I thought that would be the end of it, but I had obviously piqued Mr Uber’s curiosity.

“What happens if you breathe in too much air freshener?” he asked.

“Well, it restricts my breathing. And if I can’t get rid of it, my lungs will start burning and I will eventually begin coughing up blood all over your car’s upholstery.”

“That bad?”

My little fib had expanded and expanded and I needed to stop the lie roller coaster before I started telling him about my lung transplant.

“You might not mind the smell,” I continued, “but you don’t know what sort of chemicals you’re inhaling for hours on end while you’re driving around.”

Pandan leaves make excellent natural air fresheners. Photo: Filepic

Pandan leaves make excellent natural air fresheners. Photo: Filepic

“I don’t think it’s harmful. Just about everyone uses them,” he said.

“You know, when people first started smoking, they were told that nicotine wouldn’t harm them. What a lie that turned out to be.”

“But you can’t compare air freshener to cigarettes.”

“If you start developing some unusual skin tags on your hand, you might want to check it out as soon as possible, before it starts growing into an extra finger,” I said, as if I were a huge authority on the issue.

“Now you’re joking, aren’t you?”

“You might want to Google it later. That’s all I’m going to say.”

That conversation got me thinking, so I did a little research of my own later that day.

It would appear that the jury is out on air fresheners, but there are enough carcinogens in most of them to raise a big red flag.

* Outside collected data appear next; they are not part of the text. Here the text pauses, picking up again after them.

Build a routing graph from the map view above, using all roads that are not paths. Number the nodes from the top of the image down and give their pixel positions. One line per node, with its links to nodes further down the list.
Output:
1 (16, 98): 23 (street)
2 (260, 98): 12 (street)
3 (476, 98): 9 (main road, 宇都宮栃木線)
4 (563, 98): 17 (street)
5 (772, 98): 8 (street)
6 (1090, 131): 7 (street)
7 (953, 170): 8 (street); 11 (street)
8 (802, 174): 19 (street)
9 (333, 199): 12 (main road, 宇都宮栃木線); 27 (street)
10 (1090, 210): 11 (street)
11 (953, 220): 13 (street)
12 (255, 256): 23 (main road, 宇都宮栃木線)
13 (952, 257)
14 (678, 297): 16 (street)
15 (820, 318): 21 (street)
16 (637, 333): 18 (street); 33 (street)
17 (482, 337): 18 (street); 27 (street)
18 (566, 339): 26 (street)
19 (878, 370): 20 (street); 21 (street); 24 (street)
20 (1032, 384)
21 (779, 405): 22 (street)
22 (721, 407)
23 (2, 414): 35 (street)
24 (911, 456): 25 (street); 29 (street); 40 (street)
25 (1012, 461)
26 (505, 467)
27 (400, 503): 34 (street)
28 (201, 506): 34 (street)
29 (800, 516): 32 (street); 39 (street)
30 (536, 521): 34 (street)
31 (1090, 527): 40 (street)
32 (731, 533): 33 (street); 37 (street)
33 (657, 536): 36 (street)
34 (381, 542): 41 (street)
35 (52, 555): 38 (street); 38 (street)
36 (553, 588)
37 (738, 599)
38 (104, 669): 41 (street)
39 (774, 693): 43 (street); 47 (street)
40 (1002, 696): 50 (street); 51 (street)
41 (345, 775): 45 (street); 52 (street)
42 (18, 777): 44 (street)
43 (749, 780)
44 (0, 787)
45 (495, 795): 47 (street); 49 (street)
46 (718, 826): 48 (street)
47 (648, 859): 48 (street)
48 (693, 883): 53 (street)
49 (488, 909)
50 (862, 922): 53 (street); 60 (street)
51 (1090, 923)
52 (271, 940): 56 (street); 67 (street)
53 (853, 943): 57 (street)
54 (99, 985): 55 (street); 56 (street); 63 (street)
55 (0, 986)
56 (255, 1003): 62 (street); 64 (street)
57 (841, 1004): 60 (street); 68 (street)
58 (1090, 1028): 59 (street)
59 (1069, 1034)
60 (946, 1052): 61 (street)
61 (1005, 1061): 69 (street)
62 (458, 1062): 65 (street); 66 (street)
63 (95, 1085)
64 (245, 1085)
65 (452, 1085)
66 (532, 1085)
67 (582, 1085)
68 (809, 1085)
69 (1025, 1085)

According to Anne Steinemann, a professor of civil engineering at the University of Melbourne who has studied extensively the health impacts of fragranced household products, one-quarter of the ingredients in air fresheners are classified as toxic or hazardous.

“Ultimately your risk depends on exposure,” she says. “You don’t have to have symptoms. Just because it doesn’t kill you, it doesn’t mean it’s not harming you. Some effects are not immediately obvious.”

I hope Mr Uber did his own research.